Task description: Your task is to gather the lines below that hold the string "above".

[Stored items]
# # # #

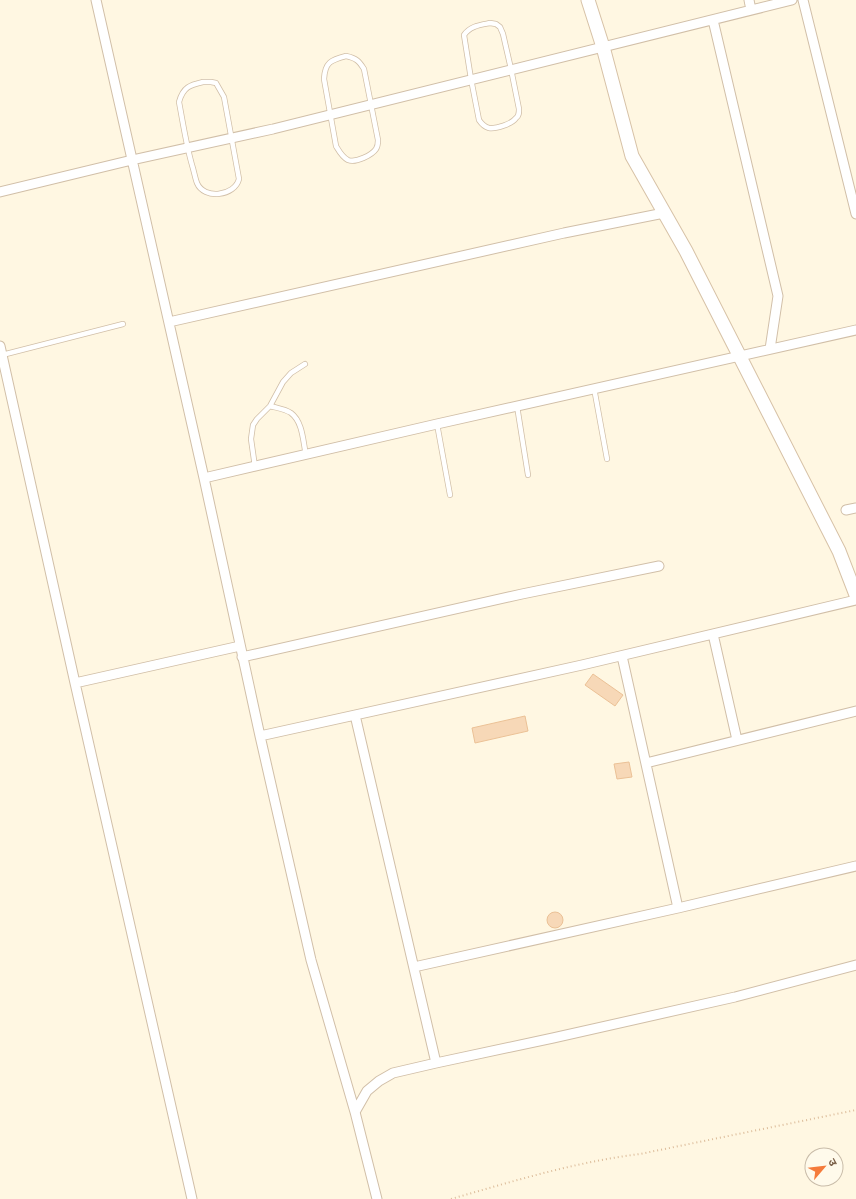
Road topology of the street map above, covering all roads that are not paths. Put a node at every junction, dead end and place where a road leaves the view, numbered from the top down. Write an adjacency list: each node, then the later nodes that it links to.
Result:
1 (97, 0): 15 (street)
2 (588, 0): 8 (main road)
3 (749, 0): 6 (street)
4 (792, 0): 6 (street)
5 (803, 0): 18 (street)
6 (751, 10): 7 (street)
7 (713, 20): 8 (street); 22 (street)
8 (604, 47): 9 (street); 17 (main road)
9 (512, 69): 10 (street); 10 (lane); 10 (lane)
10 (471, 79): 11 (street)
11 (371, 104): 12 (street); 12 (lane); 12 (lane)
12 (330, 115): 13 (street)
13 (231, 138): 14 (street); 14 (lane); 14 (lane)
14 (187, 147): 15 (street)
15 (132, 160): 16 (street); 19 (street)
16 (0, 192)
17 (664, 213): 19 (street); 24 (main road)
18 (856, 214)
19 (169, 322): 34 (street)
20 (123, 324): 23 (lane)
21 (856, 330): 22 (street)
22 (770, 348): 24 (street)
23 (1, 351): 45 (street)
24 (739, 355): 26 (street); 39 (main road)
25 (305, 364): 27 (lane)
26 (594, 388): 28 (street); 31 (lane)
27 (270, 406): 30 (lane); 32 (lane)
28 (517, 406): 29 (street); 33 (lane)
29 (437, 424): 30 (street); 35 (lane)
30 (306, 455): 32 (street)
31 (607, 459)
32 (254, 466): 34 (street)
33 (528, 475)
34 (204, 478): 42 (street)
35 (450, 495)
36 (856, 508): 37 (street)
37 (846, 510)
38 (659, 566): 44 (street)
39 (856, 595)
40 (856, 600): 41 (street)
41 (713, 634): 43 (street); 49 (street)
42 (240, 646): 44 (street); 45 (street)
43 (622, 656): 47 (street); 50 (street)
44 (242, 657): 48 (street)
45 (75, 683): 57 (street)
46 (856, 710): 49 (street)
47 (355, 715): 48 (street); 54 (street)
48 (260, 736): 56 (street)
49 (737, 740): 50 (street)
50 (646, 763): 52 (street)
51 (856, 866): 52 (street)
52 (678, 908): 54 (street)
53 (856, 965): 55 (street)
54 (414, 966): 55 (street)
55 (436, 1063): 56 (street)
56 (355, 1112): 58 (street)
57 (192, 1199)
58 (377, 1199)

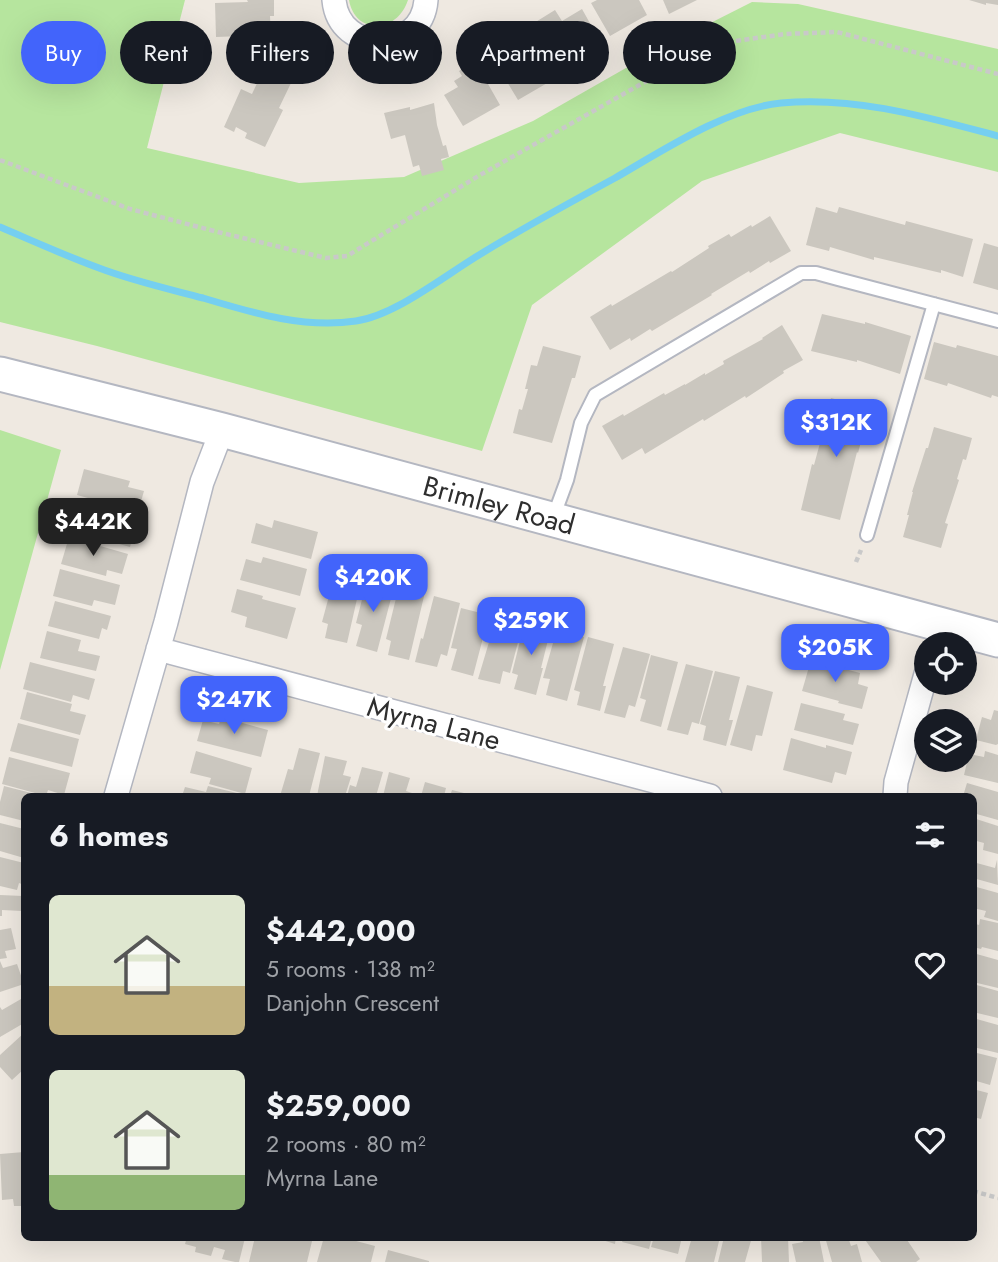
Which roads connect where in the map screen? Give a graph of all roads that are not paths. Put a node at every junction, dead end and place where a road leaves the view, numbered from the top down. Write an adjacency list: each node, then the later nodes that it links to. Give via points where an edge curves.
1 (334, 0): 2 (street, via 341,22 352,33 380,43 409,33)
2 (426, 0)
3 (934, 304): 4 (lane); 7 (lane, via 801,273 594,394); 8 (lane)
4 (998, 320)
5 (0, 374): 6 (main road, Brimley Road)
6 (222, 429): 7 (main road, Brimley Road); 12 (street, via 202,482)
7 (553, 519): 9 (main road, Brimley Road)
8 (867, 535)
9 (929, 632)
10 (977, 638): 11 (main road, Brimley Road)
11 (998, 640)
12 (158, 649): 14 (street); 15 (street, Myrna Lane)
13 (920, 695): 16 (street)
14 (117, 793)
15 (699, 793)
16 (895, 793)

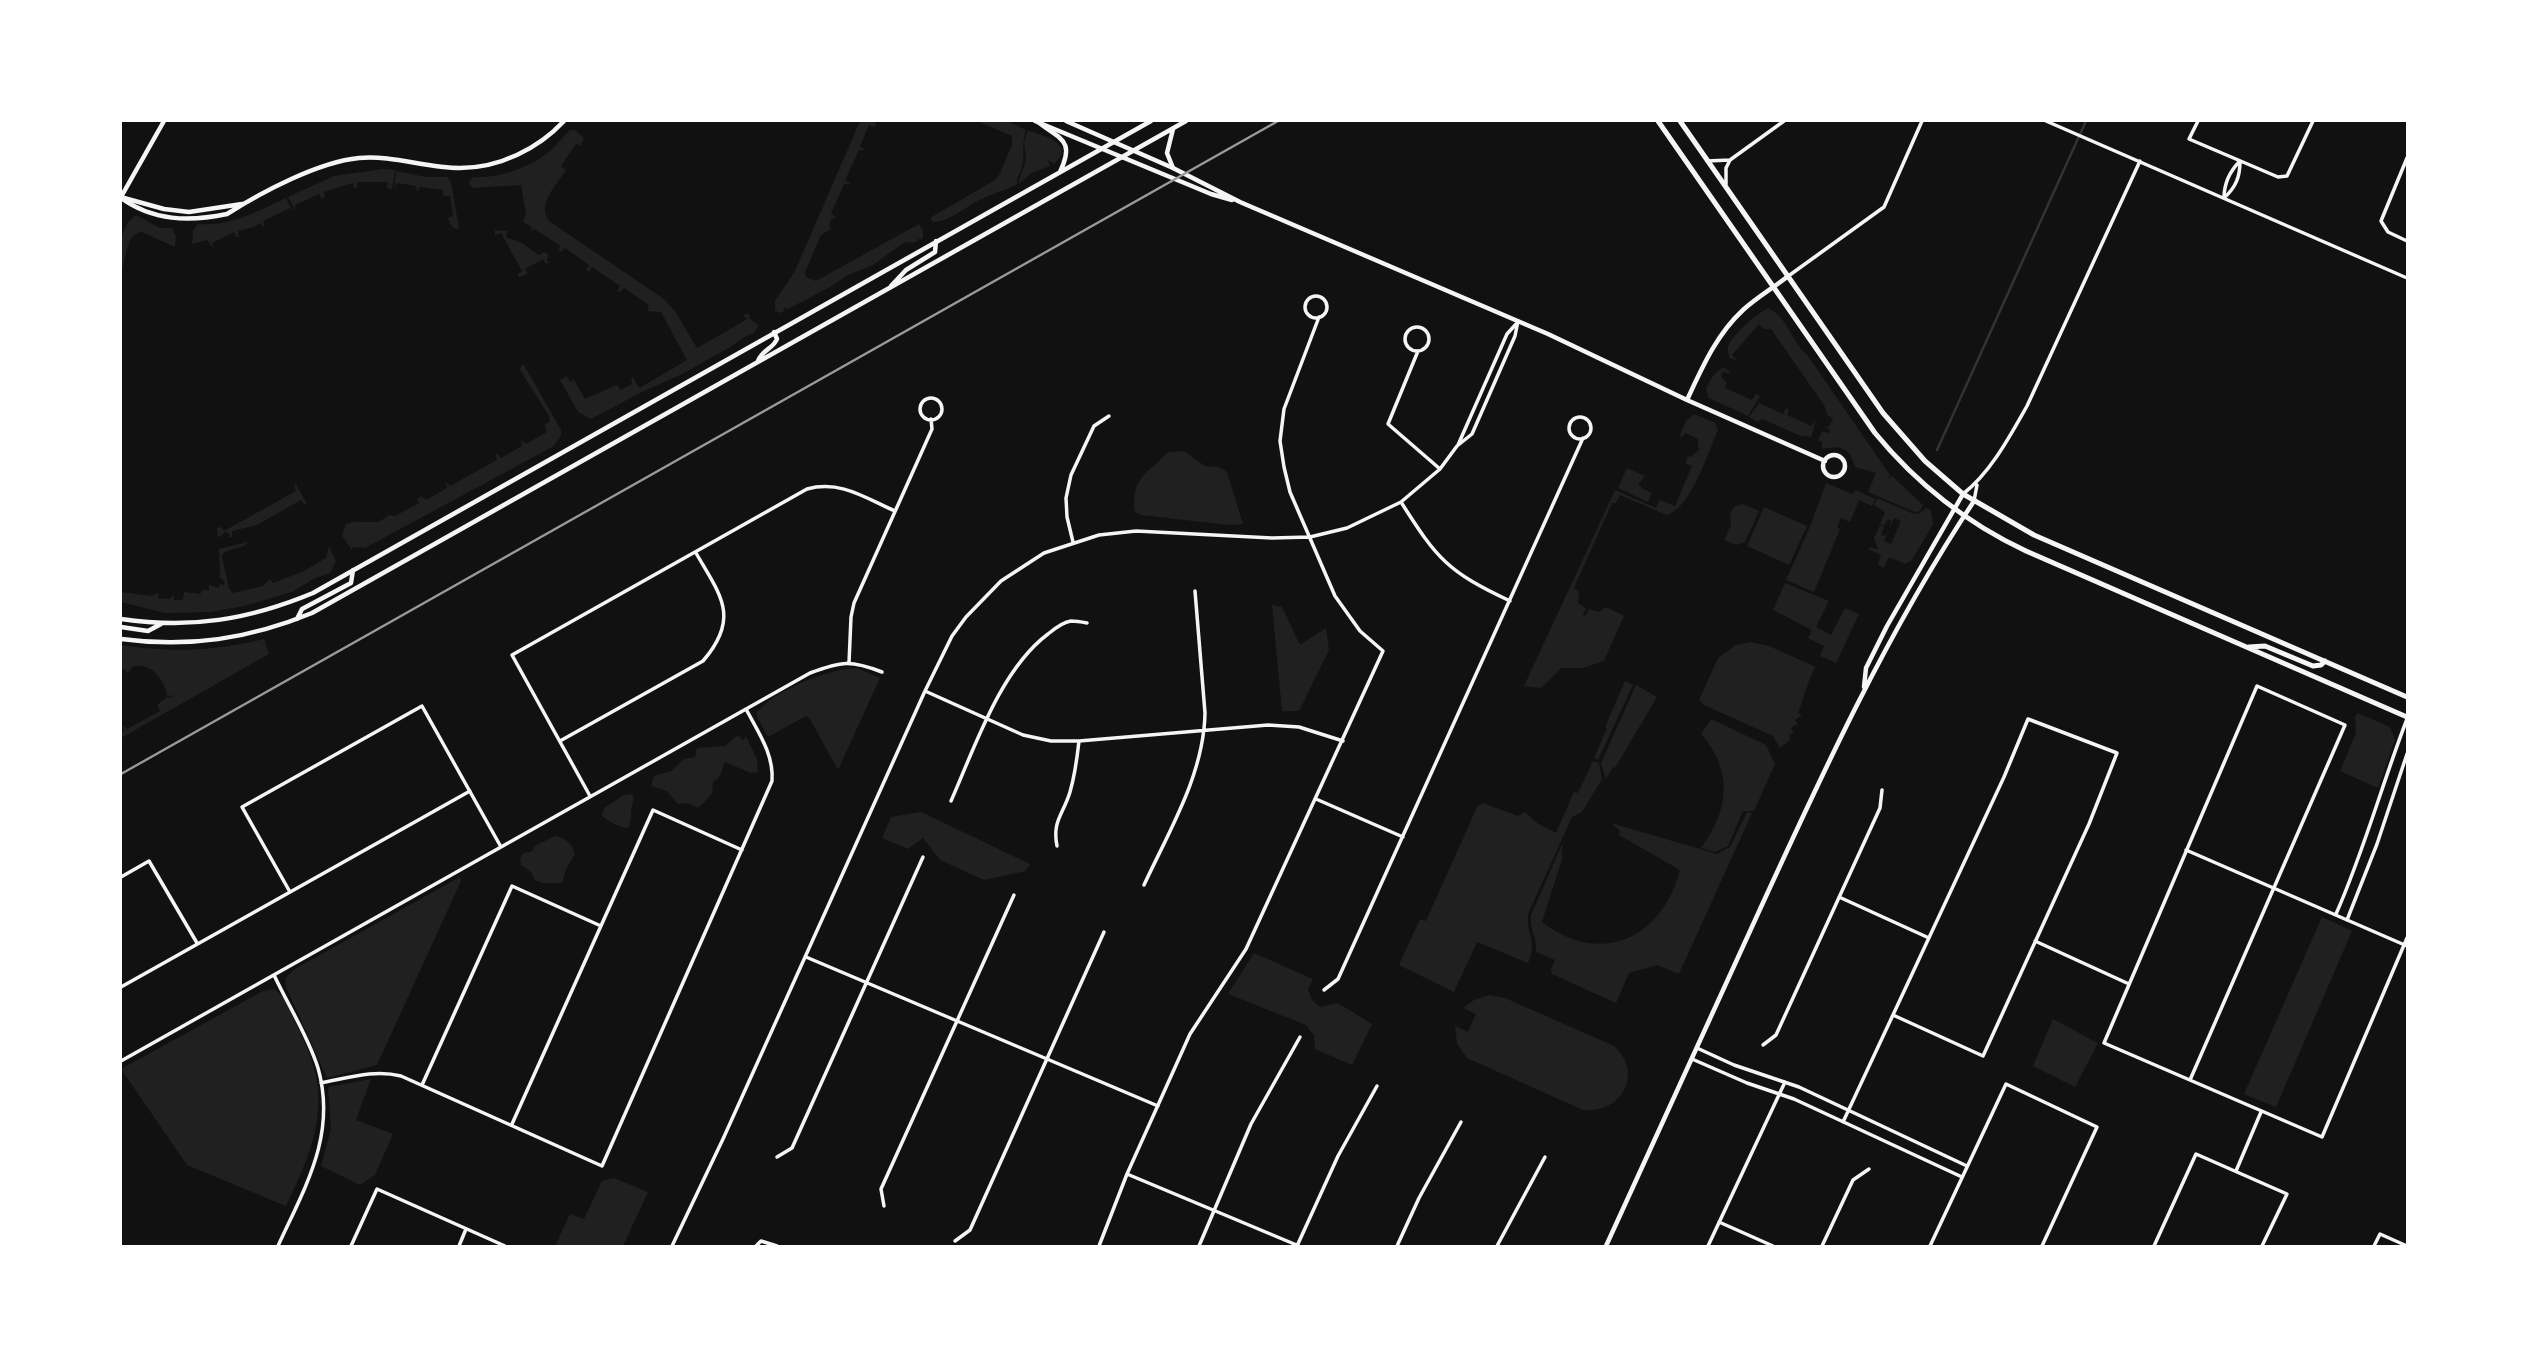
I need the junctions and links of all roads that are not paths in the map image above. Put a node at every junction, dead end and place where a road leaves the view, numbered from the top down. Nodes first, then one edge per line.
1 (164, 121) edge
2 (564, 121) edge
3 (1066, 121) edge
4 (1151, 121) edge
5 (1186, 121) edge
6 (1658, 121) edge
7 (1680, 121) edge
8 (1784, 121) edge
9 (1922, 121) edge
10 (2046, 121) edge
11 (2198, 121) edge
12 (2313, 121) edge
13 (1037, 122) edge
14 (1173, 129) junction
15 (1115, 142) junction
16 (1101, 150) junction
17 (1135, 151) junction
18 (1122, 158) junction
19 (2407, 158) edge
20 (1730, 160) junction
21 (1707, 161) junction
22 (2140, 161) junction
23 (2240, 161) junction
24 (1173, 167) junction
25 (1060, 172) junction
26 (1726, 187) junction
27 (121, 197) edge
28 (2224, 198) junction
29 (1240, 202) junction
30 (243, 204) junction
31 (936, 241) junction
32 (2407, 241) edge
33 (1787, 277) junction
34 (2407, 278) edge
35 (1773, 288) junction
36 (888, 290) junction
37 (1320, 317) junction
38 (1518, 321) junction
39 (774, 332) junction
40 (1418, 351) junction
41 (757, 363) junction
42 (1687, 400) junction
43 (1109, 416) dead end
44 (931, 419) junction
45 (1583, 438) junction
46 (1457, 446) junction
47 (1825, 461) junction
48 (1440, 469) junction
49 (1977, 483) junction
50 (1969, 498) junction
51 (1401, 502) junction
52 (895, 511) junction
53 (1958, 513) junction
54 (1310, 537) junction
55 (1073, 542) junction
56 (696, 552) junction
57 (353, 570) junction
58 (1195, 591) dead end
59 (1510, 601) junction
60 (121, 619) edge
61 (297, 619) junction
62 (1087, 622) dead end
63 (162, 624) junction
64 (121, 627) edge
65 (121, 639) edge
66 (2246, 648) junction
67 (2325, 661) junction
68 (849, 663) junction
69 (882, 672) dead end
70 (1864, 688) junction
71 (925, 691) junction
72 (2407, 697) edge
73 (746, 709) junction
74 (2407, 718) edge
75 (988, 720) junction
76 (1205, 731) junction
77 (560, 741) junction
78 (1079, 741) junction
79 (1343, 741) junction
80 (2407, 754) edge
81 (1882, 790) dead end
82 (470, 791) junction
83 (591, 796) junction
84 (1316, 799) junction
85 (951, 801) dead end
86 (1403, 837) junction
87 (1057, 846) dead end
88 (501, 847) junction
89 (742, 850) junction
90 (2186, 850) junction
91 (923, 857) dead end
92 (121, 877) edge
93 (1144, 886) dead end
94 (2274, 888) junction
95 (290, 892) junction
96 (1014, 895) dead end
97 (1839, 897) junction
98 (2336, 915) junction
99 (2347, 920) junction
100 (601, 926) junction
101 (1104, 932) dead end
102 (1929, 938) junction
103 (2407, 938) edge
104 (2035, 942) junction
105 (197, 944) junction
106 (2406, 946) edge
107 (806, 957) junction
108 (274, 975) junction
109 (866, 982) junction
110 (2129, 984) junction
111 (121, 987) edge
112 (1324, 990) dead end
113 (1893, 1015) junction
114 (956, 1020) junction
115 (1300, 1038) dead end
116 (1763, 1045) dead end
117 (1697, 1048) junction
118 (1047, 1059) junction
119 (1692, 1059) junction
120 (121, 1061) edge
121 (2190, 1080) junction
122 (1785, 1082) junction
123 (321, 1083) junction
124 (422, 1085) junction
125 (1377, 1086) dead end
126 (1780, 1093) junction
127 (1158, 1106) junction
128 (1849, 1111) junction
129 (2261, 1112) junction
130 (1461, 1122) dead end
131 (1843, 1122) junction
132 (512, 1125) junction
133 (777, 1157) dead end
134 (1545, 1157) dead end
135 (1967, 1166) junction
136 (1869, 1169) dead end
137 (2235, 1171) junction
138 (1128, 1174) junction
139 (1962, 1177) junction
140 (884, 1206) dead end
141 (1213, 1210) junction
142 (1719, 1222) junction
143 (466, 1229) junction
144 (955, 1241) dead end
145 (278, 1246) edge
146 (351, 1246) edge
147 (458, 1246) edge
148 (505, 1246) edge
149 (671, 1246) edge
150 (756, 1246) edge
151 (778, 1246) edge
152 (1099, 1246) edge
153 (1199, 1246) edge
154 (1298, 1246) edge
155 (1397, 1246) edge
156 (1497, 1246) edge
157 (1606, 1246) edge
158 (1708, 1246) edge
159 (1773, 1246) edge
160 (1822, 1246) edge
161 (1930, 1246) edge
162 (2042, 1246) edge
163 (2154, 1246) edge
164 (2262, 1246) edge
165 (2374, 1246) edge
166 (2407, 1246) edge

1 - 27 main road
2 - 30 main road
3 - 15 main road
4 - 15 main road
5 - 14 main road
6 - 35 main road
7 - 21 main road
8 - 20 street
9 - 33 street
10 - 22 street
11 - 23 street
12 - 23 street
13 - 16 main road
13 - 25 main road
14 - 17 main road
14 - 24 main road
15 - 16 main road
15 - 17 main road
16 - 18 main road
16 - 25 main road
17 - 18 main road
17 - 24 main road
18 - 29 main road
18 - 36 main road
19 - 32 street
20 - 21 street
20 - 26 street
21 - 26 main road
22 - 28 street
22 - 49 street
23 - 28 street
23 - 28 street
24 - 29 main road
25 - 31 main road
26 - 33 main road
27 - 30 main road
27 - 30 main road
28 - 34 street
29 - 38 main road
31 - 36 main road
31 - 39 main road
33 - 35 main road
33 - 50 main road
35 - 42 main road
35 - 53 main road
36 - 41 main road
37 - 37 street
37 - 54 street
38 - 42 main road
38 - 46 street
38 - 46 street
39 - 41 main road
39 - 57 main road
40 - 40 street
40 - 48 street
41 - 61 main road
42 - 47 main road
43 - 55 street
44 - 44 street
44 - 52 street
45 - 45 street
45 - 59 street
46 - 48 street
47 - 47 main road
48 - 51 street
49 - 50 street
49 - 50 street
50 - 53 main road
50 - 53 main road
50 - 67 main road
51 - 54 street
51 - 59 street
52 - 56 street
52 - 68 street
53 - 66 main road
53 - 70 main road
53 - 70 main road
54 - 55 street
54 - 79 street
55 - 71 street
56 - 77 street
56 - 77 street
57 - 61 main road
57 - 63 main road
58 - 76 street
59 - 86 street
60 - 63 main road
61 - 65 main road
62 - 75 street
63 - 64 main road
66 - 67 main road
66 - 74 main road
67 - 72 main road
68 - 69 street
68 - 73 street
70 - 117 main road
71 - 75 street
71 - 107 street
73 - 83 street
73 - 89 street
74 - 98 street
75 - 78 street
75 - 85 street
76 - 78 street
76 - 79 street
76 - 93 street
77 - 83 street
78 - 87 street
79 - 84 street
80 - 99 street
81 - 97 street
82 - 88 street
82 - 95 street
82 - 95 street
83 - 88 street
84 - 86 street
84 - 127 street
86 - 112 street
88 - 108 street
89 - 100 street
89 - 132 street
90 - 94 street
90 - 94 street
90 - 110 street
91 - 109 street
92 - 105 street
94 - 98 street
94 - 121 street
95 - 105 street
96 - 114 street
97 - 102 street
97 - 116 street
98 - 99 street
99 - 106 street
100 - 124 street
100 - 132 street
101 - 118 street
102 - 104 street
102 - 113 street
103 - 106 street
104 - 110 street
104 - 113 street
105 - 111 street
106 - 129 street
107 - 109 street
107 - 149 street
108 - 120 street
108 - 123 street
109 - 114 street
109 - 133 street
110 - 121 street
113 - 128 street
114 - 118 street
114 - 140 street
115 - 141 street
117 - 119 main road
117 - 122 street
118 - 127 street
118 - 144 street
119 - 126 street
119 - 157 main road
121 - 129 street
122 - 126 street
122 - 128 street
123 - 124 street
123 - 145 street
124 - 132 street
125 - 154 street
126 - 131 street
126 - 142 street
127 - 138 street
128 - 131 street
128 - 135 street
129 - 137 street
130 - 155 street
131 - 139 street
134 - 156 street
135 - 139 street
135 - 162 street
136 - 160 street
137 - 163 street
137 - 164 street
138 - 141 street
138 - 152 street
139 - 161 street
141 - 153 street
141 - 154 street
142 - 158 street
142 - 159 street
143 - 146 street
143 - 147 street
143 - 148 street
150 - 151 street
165 - 166 street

# # # #

Response to this task:
Road topology of the street map above, covering all roads that are not paths. Put a node at every junction, dead end and place where a road leaves the view, numbered from the top down. Write an adjacency list: each node, then the later nodes that it links to.
I need the junctions and links of all roads that are not paths in the map image above. Put a node at every junction, dead end and place where a road leaves the view, numbered from the top down. Nodes first, then one edge per line.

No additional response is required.